* PROBLEM STATEMENT
Select all lines in the records that include "JSON".
========================
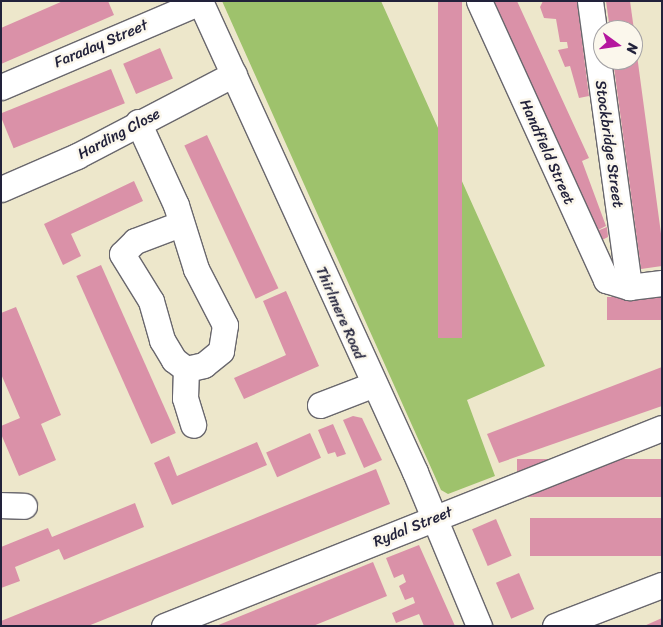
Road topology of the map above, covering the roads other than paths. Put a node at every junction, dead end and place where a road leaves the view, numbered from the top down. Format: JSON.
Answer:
{"nodes":[{"id":1,"x":200,"y":1,"type":"edge"},
{"id":2,"x":479,"y":1,"type":"edge"},
{"id":3,"x":590,"y":1,"type":"edge"},
{"id":4,"x":234,"y":74,"type":"junction"},
{"id":5,"x":1,"y":87,"type":"edge"},
{"id":6,"x":138,"y":122,"type":"junction"},
{"id":7,"x":1,"y":189,"type":"edge"},
{"id":8,"x":180,"y":224,"type":"junction"},
{"id":9,"x":662,"y":283,"type":"edge"},
{"id":10,"x":629,"y":287,"type":"junction"},
{"id":11,"x":186,"y":369,"type":"junction"},
{"id":12,"x":372,"y":385,"type":"junction"},
{"id":13,"x":320,"y":405,"type":"dead end"},
{"id":14,"x":193,"y":425,"type":"dead end"},
{"id":15,"x":662,"y":428,"type":"edge"},
{"id":16,"x":434,"y":519,"type":"junction"},
{"id":17,"x":662,"y":585,"type":"edge"},
{"id":18,"x":164,"y":626,"type":"edge"},
{"id":19,"x":479,"y":626,"type":"edge"},
{"id":20,"x":555,"y":626,"type":"edge"}],
"edges":[{"from":1,"to":4,"type":"street","name":"Thirlmere Road"},
{"from":1,"to":5,"type":"street","name":"Faraday Street"},
{"from":2,"to":10,"type":"street","name":"Handfield Street"},
{"from":3,"to":10,"type":"street","name":"Stockbridge Street"},
{"from":4,"to":6,"type":"street","name":"Harding Close"},
{"from":4,"to":12,"type":"street","name":"Thirlmere Road"},
{"from":6,"to":7,"type":"street","name":"Harding Close"},
{"from":6,"to":8,"type":"street"},
{"from":8,"to":11,"type":"street"},
{"from":8,"to":11,"type":"street"},
{"from":9,"to":10,"type":"street"},
{"from":11,"to":14,"type":"street"},
{"from":12,"to":13,"type":"street"},
{"from":12,"to":16,"type":"street","name":"Thirlmere Road"},
{"from":15,"to":16,"type":"street","name":"Rydal Street"},
{"from":16,"to":18,"type":"street","name":"Rydal Street"},
{"from":16,"to":19,"type":"street","name":"Thirlmere Road"},
{"from":17,"to":20,"type":"street"}]}
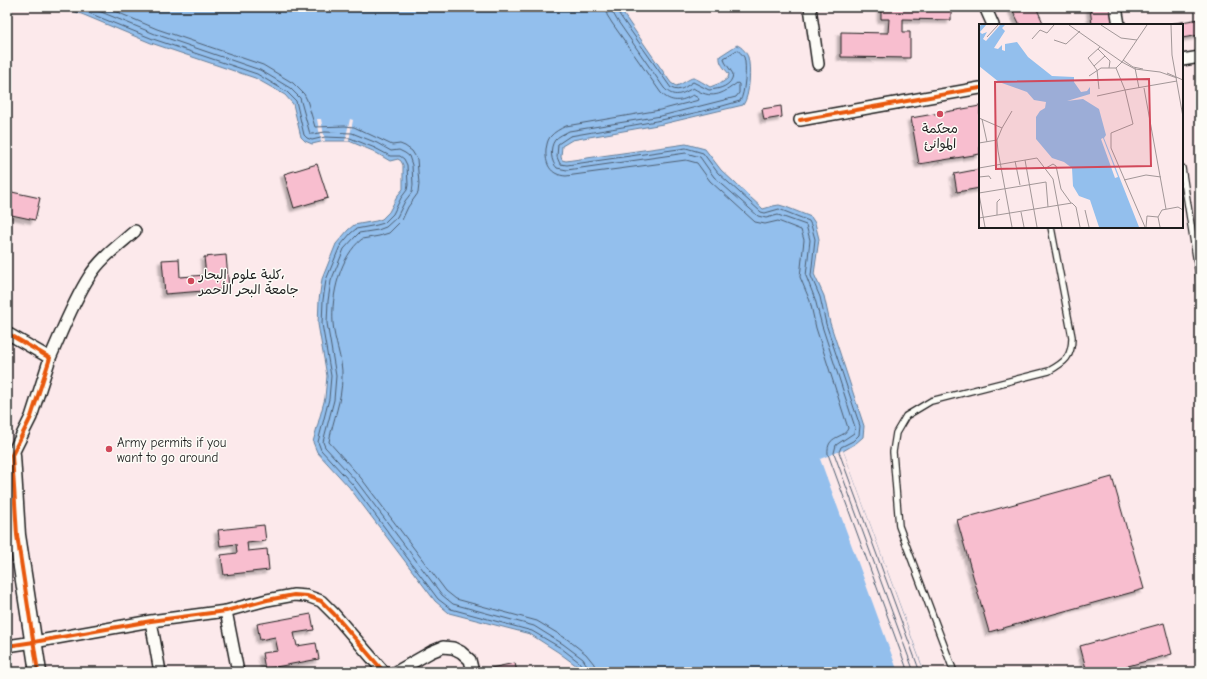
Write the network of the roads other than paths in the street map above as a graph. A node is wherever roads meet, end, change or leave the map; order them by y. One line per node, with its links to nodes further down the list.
1 (810, 7): 8 (street)
2 (985, 7): 4 (street)
3 (1116, 7): 5 (street)
4 (993, 24)
5 (1119, 24)
6 (1200, 57): 7 (street)
7 (1183, 60)
8 (818, 64)
9 (979, 88): 10 (street)
10 (800, 120)
11 (1183, 174): 14 (lane)
12 (1051, 228): 28 (lane)
13 (135, 231): 16 (street)
14 (1200, 282)
15 (7, 332): 16 (street)
16 (50, 358): 17 (street)
17 (10, 456): 20 (street)
18 (226, 611): 19 (street); 24 (street); 25 (street)
19 (151, 621): 20 (street); 23 (street)
20 (34, 642): 21 (street); 22 (street)
21 (7, 646)
22 (38, 672)
23 (160, 672)
24 (238, 672)
25 (384, 672)
26 (396, 672): 27 (street)
27 (473, 672)
28 (954, 672)

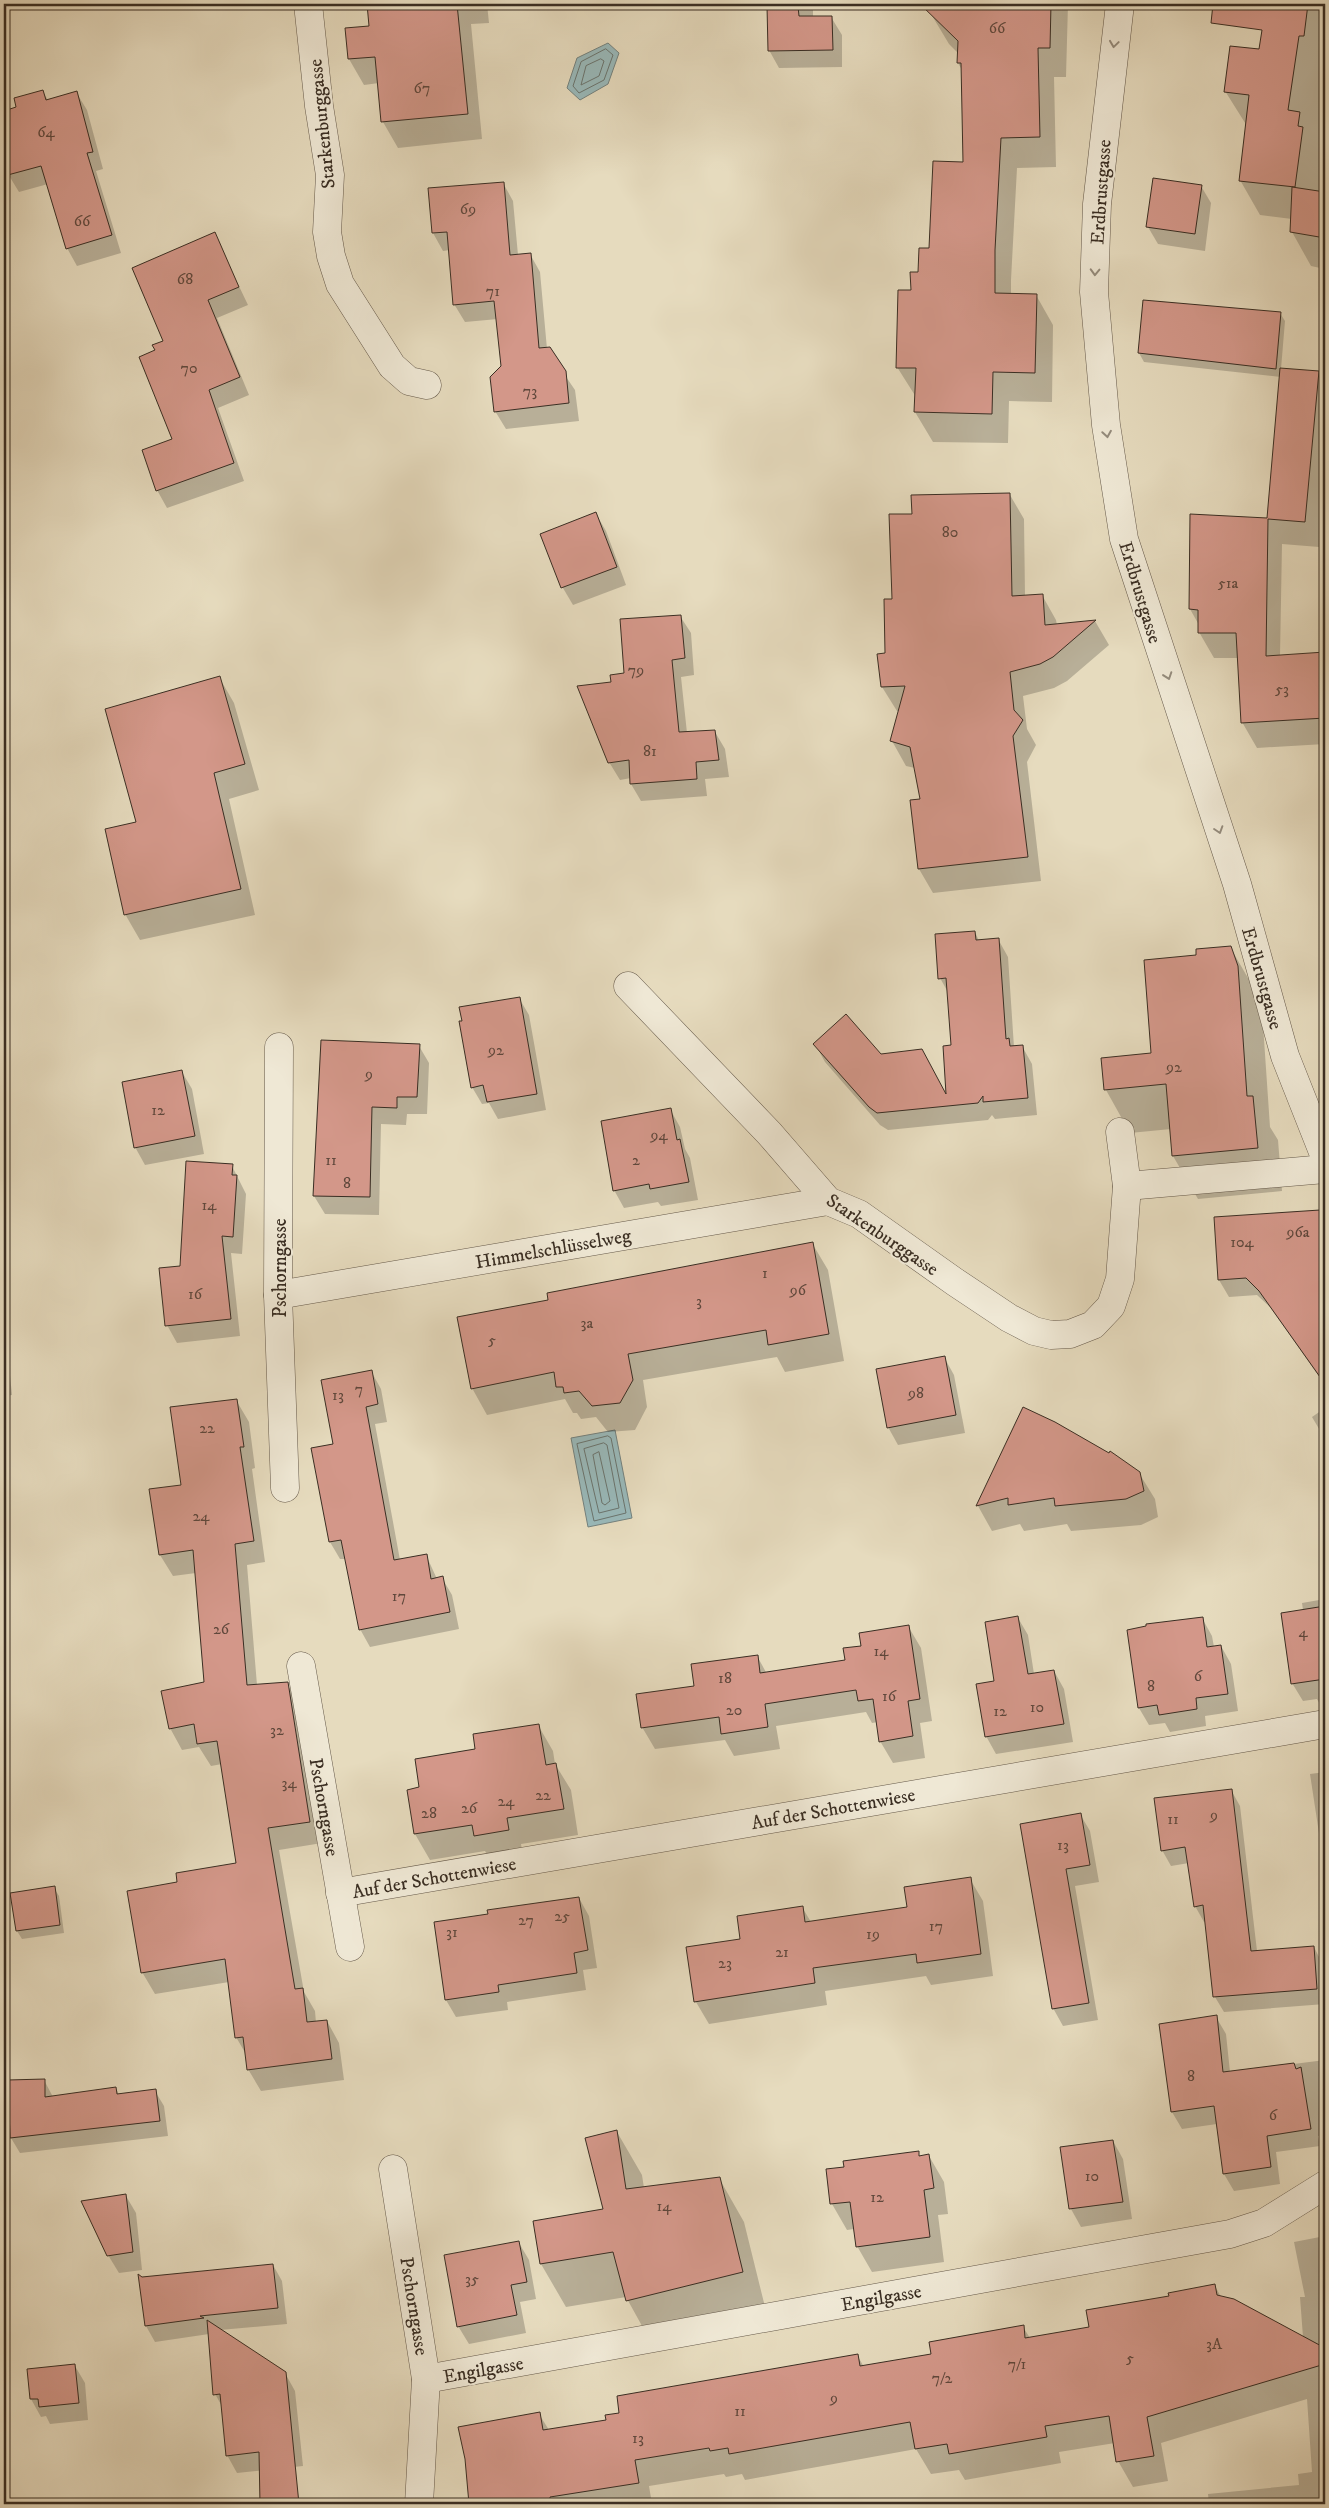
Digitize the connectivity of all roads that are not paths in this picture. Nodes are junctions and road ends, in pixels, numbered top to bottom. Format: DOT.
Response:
graph roads {
  1 [pos="308,4"];
  2 [pos="1120,4"];
  3 [pos="427,385"];
  4 [pos="628,986"];
  5 [pos="279,1047"];
  6 [pos="1120,1132"];
  7 [pos="1325,1157"];
  8 [pos="1325,1170"];
  9 [pos="1127,1186"];
  10 [pos="828,1201"];
  11 [pos="278,1296"];
  12 [pos="285,1488"];
  13 [pos="301,1666"];
  14 [pos="1325,1724"];
  15 [pos="340,1893"];
  16 [pos="350,1947"];
  17 [pos="393,2169"];
  18 [pos="1325,2185"];
  19 [pos="426,2379"];
  20 [pos="420,2504"];
  1 -- 3 [label="street, Starkenburggasse"];
  2 -- 7 [label="street, Erdbrustgasse, one-way"];
  4 -- 10 [label="street, Starkenburggasse"];
  5 -- 11 [label="street, Pschorngasse"];
  6 -- 9 [label="street, Starkenburggasse"];
  8 -- 9 [label="street"];
  9 -- 10 [label="street, Starkenburggasse"];
  10 -- 11 [label="street, Himmelschlüsselweg"];
  11 -- 12 [label="street, Pschorngasse"];
  13 -- 15 [label="street, Pschorngasse"];
  14 -- 15 [label="street, Auf der Schottenwiese"];
  15 -- 16 [label="street, Pschorngasse"];
  17 -- 19 [label="street, Pschorngasse"];
  18 -- 19 [label="street, Engilgasse"];
  19 -- 20 [label="street, Pschorngasse"];
}
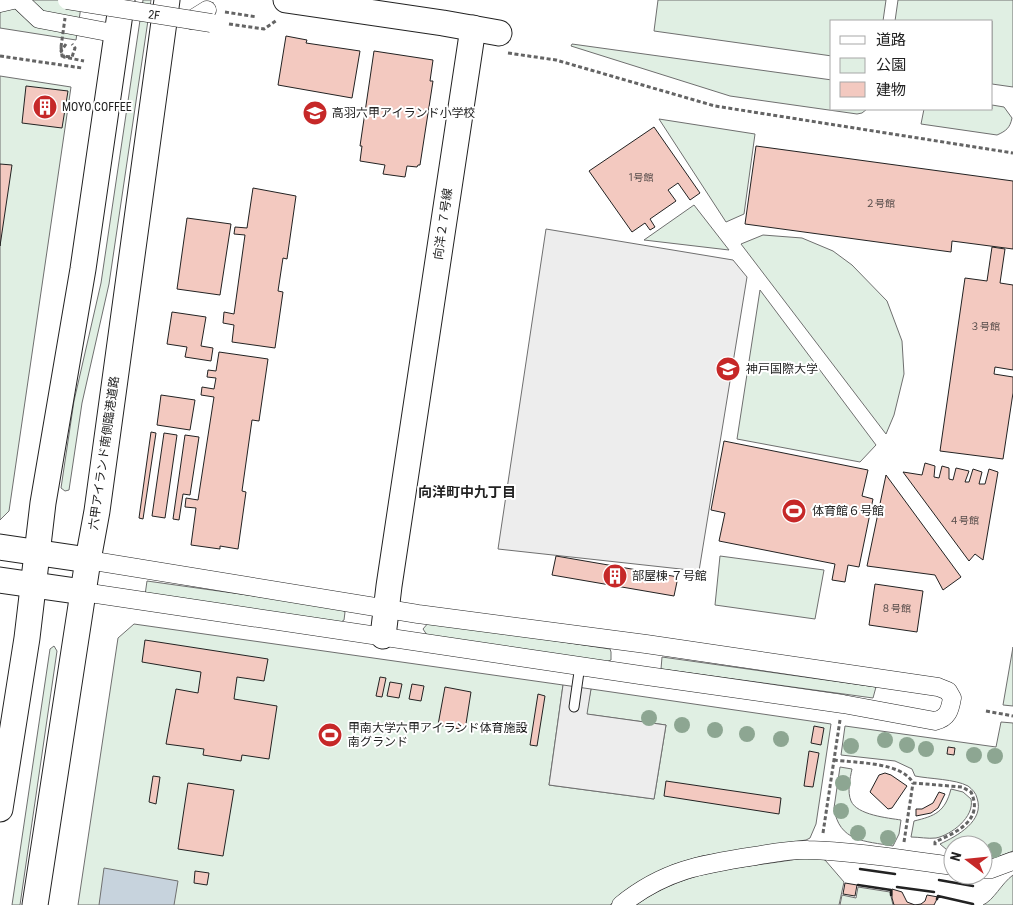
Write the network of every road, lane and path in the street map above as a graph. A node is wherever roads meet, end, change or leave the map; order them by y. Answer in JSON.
========================
* THE COMPLETED TASK
Road topology of the map above, covering the roads other than paths. Put a node at every junction, dead end and place where a road leaves the view, numbered from the top down. Format: JSON.
Write the network of every road, lane and path in the street map above as a graph. A node is wherever roads meet, end, change or leave the map; order them by y. Answer in JSON.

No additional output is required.